The execution model is based on accelerating performance-critical functions (kernels) that process andproduce data records (streams). Kernels and streams are scheduled at compile-time and moved to on-chip memory at runtime via a scoreboard. The compiler analyses data live times of streams to optimize allocation and minimize external memory bandwidth needs. Streams and kernels loads can overlap with execution to improve latency tolerance and the explicit data movement provides predictable performance. There are no CPU cache misses and the design presents a single-core model to the programmer – data-parallelism is within the kernels.
The architecture includes a host CPU (System MIPS) for system-level tasks and a DSP Coprocessor Subsystem where the DSP MIPS runs the main threads that make kernel function calls to the Data Parallel Unit (DPU). For users that use libraries, and don't intend to develop DSP code, the architecture is a MIPS-based system-on-a-chip with an API to a “black box” coprocessor. The DPU Dispatcher receives kernel function calls to manage runtime kernel and stream loads. One kernel at a time is executed across the lanes, operating on local stream data stored in the Lane Register File of each lane. Each lane has a set of VLIW ALUs and distributed operand register files (ORF) allow for a large working data set and processing bandwidth exceeding 1 TeraByte/s. The Stream Load/Store Unit provides gather/scatter with a wide variety of access patterns. The InterLane Switch is a compiler-scheduled, full crossbar for high-speedaccess between lanes.
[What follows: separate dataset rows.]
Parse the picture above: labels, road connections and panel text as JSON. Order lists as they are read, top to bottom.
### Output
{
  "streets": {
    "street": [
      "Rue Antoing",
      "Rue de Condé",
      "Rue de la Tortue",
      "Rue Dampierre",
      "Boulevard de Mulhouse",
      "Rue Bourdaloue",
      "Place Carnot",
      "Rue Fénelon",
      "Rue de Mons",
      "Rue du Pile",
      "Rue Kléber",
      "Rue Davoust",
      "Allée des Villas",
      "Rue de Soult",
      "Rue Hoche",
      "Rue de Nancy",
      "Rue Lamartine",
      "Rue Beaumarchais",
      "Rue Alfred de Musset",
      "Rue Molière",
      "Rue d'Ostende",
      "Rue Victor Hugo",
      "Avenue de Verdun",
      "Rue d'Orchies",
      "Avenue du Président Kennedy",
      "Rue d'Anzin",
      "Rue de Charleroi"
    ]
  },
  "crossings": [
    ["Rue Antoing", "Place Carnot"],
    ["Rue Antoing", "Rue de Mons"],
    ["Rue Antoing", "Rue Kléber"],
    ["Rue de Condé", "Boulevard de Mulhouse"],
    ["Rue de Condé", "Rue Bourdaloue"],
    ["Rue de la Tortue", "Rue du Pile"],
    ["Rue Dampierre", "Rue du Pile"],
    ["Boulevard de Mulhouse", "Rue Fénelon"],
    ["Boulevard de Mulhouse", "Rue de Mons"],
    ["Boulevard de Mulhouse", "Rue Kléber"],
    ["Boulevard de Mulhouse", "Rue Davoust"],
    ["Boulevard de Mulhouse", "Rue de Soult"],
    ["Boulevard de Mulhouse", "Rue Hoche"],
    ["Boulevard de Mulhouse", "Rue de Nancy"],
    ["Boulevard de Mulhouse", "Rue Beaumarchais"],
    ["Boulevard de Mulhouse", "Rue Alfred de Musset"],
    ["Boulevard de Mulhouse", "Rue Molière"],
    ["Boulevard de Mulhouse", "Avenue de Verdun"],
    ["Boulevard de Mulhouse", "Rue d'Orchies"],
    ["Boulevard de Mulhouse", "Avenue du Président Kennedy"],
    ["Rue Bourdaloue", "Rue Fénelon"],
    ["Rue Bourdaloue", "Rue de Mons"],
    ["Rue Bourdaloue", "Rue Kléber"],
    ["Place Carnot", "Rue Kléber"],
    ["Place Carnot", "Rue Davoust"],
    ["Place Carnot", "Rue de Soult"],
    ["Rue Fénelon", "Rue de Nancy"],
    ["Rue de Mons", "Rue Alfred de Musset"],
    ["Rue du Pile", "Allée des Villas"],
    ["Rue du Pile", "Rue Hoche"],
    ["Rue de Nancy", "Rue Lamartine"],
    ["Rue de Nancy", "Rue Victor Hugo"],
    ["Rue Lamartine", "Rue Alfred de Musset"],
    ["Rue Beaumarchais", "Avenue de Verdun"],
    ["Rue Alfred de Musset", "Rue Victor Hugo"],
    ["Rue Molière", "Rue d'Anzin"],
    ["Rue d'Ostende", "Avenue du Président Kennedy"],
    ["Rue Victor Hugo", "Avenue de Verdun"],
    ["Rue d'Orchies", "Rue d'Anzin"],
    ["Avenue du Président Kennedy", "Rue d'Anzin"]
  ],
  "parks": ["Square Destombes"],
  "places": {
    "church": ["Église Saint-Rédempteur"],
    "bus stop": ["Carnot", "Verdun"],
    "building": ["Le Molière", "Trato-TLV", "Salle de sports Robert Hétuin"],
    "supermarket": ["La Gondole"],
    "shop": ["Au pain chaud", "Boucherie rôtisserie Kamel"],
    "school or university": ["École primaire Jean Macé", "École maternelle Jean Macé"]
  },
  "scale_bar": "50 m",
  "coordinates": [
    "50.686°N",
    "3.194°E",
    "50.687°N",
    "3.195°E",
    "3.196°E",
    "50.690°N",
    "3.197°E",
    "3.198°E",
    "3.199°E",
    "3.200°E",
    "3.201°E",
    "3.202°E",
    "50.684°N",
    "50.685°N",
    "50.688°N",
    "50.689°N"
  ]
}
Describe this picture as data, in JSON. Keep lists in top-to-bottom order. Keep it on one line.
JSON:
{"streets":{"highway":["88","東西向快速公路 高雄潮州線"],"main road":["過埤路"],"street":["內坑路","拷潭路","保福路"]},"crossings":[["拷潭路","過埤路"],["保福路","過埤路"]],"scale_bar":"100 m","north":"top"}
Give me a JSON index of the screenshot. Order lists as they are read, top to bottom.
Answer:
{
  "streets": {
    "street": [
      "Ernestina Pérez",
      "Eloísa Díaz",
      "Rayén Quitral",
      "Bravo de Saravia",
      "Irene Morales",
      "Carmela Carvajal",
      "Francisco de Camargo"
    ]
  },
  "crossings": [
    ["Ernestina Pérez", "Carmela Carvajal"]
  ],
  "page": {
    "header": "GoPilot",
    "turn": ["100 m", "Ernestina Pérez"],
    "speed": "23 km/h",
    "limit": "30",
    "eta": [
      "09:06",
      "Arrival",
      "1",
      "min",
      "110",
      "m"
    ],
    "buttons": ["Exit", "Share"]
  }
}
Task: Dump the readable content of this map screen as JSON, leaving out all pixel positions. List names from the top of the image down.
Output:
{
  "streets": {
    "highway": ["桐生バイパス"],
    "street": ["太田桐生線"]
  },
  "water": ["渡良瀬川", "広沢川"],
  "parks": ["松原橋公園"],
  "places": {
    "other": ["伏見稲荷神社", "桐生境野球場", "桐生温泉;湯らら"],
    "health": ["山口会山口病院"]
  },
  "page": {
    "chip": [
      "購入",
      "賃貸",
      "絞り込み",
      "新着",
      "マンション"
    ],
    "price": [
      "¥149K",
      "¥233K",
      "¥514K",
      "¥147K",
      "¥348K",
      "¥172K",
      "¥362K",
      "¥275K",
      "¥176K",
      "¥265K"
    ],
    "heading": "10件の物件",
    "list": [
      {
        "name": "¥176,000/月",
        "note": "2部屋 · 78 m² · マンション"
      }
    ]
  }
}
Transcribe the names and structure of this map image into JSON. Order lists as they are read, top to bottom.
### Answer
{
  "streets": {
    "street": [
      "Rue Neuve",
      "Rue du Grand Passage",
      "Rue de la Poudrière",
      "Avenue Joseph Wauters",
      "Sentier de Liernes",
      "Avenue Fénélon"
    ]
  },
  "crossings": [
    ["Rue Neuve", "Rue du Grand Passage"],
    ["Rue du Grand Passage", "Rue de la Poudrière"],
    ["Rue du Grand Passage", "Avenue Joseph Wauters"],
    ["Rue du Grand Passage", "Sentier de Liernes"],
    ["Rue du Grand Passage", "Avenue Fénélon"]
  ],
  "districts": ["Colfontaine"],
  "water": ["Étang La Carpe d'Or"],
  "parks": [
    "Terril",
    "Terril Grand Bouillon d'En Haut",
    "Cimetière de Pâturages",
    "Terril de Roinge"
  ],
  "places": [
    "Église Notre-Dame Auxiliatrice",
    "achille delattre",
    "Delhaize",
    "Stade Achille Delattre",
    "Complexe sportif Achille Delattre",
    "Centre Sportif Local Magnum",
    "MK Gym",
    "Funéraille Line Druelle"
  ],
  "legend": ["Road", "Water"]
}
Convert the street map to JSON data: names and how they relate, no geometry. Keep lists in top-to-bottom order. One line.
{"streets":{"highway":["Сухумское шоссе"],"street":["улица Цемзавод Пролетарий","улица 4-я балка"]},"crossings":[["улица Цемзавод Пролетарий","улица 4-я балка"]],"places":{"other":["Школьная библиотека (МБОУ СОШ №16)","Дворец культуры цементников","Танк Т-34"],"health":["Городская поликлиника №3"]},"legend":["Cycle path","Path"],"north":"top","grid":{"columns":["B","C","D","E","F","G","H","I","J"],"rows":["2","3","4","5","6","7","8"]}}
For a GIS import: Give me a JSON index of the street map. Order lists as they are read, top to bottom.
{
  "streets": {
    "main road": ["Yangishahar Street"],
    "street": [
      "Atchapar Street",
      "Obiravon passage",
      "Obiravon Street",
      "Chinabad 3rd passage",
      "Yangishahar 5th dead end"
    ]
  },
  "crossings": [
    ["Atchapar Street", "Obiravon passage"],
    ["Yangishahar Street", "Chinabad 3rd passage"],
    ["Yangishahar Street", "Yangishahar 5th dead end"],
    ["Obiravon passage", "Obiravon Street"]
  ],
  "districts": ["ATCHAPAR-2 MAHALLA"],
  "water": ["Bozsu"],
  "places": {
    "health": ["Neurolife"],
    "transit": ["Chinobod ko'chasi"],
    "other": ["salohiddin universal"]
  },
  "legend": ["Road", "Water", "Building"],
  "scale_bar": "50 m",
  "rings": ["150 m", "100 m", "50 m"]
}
SPI's RapiDev Tools Suite leverages the predictability of stream processing to provide a fast path to optimized results using C programming. Starting with C reference code, the Fast Functional Debugger (FFD) library plugs into standard tools, such as Microsoft Visual Studio and GNU, and simulates the DPU to support re-structuring code to kernels and streams. Because kernels are statically scheduled and data movement is explicit, DPU cycle-accuracy can be obtained even at this functional high level. This is one source of the predictability of the architecture. For targeting code to the device, the Stream Processor Compiler (SPC) generates the VLIW executable and pre-processed C code that is compiled/linked via standard GCC for MIPS. SPC allocates streams in the Lane Register Files and provides dependency information for the kernel function calls. Software pipelining and loop unrolling are supported. Branch penalties are avoided by predicated selects and larger conditionals use conditional streams. Running under Eclipse, the Target Code Simulator provides comprehensive Host or Device binary code simulation with breakpoint and single-stepping capabilities with bandwidth and load statistics. A kernel view shows the VLIW pipeline for kernel optimizations, and a stream view shows kernel execution and stream loads to review global data movement for system profiling.
SPI currently markets its Storm-1 family, that includes four fully software programmable DSPs of varying performance levels.
Product | GMACS* | Applications | |
---|---|---|---|
SP16HP-G220 | 224 |
| |
SP16-G160 | 160 |
| |
SP8-G80 | 80 |
| |
SP8LP-G30 | 32 |
|
Note: GMACS stands for Giga (billions of) Multiply-Accumulate operations per Second, a common measure of DSPperformance.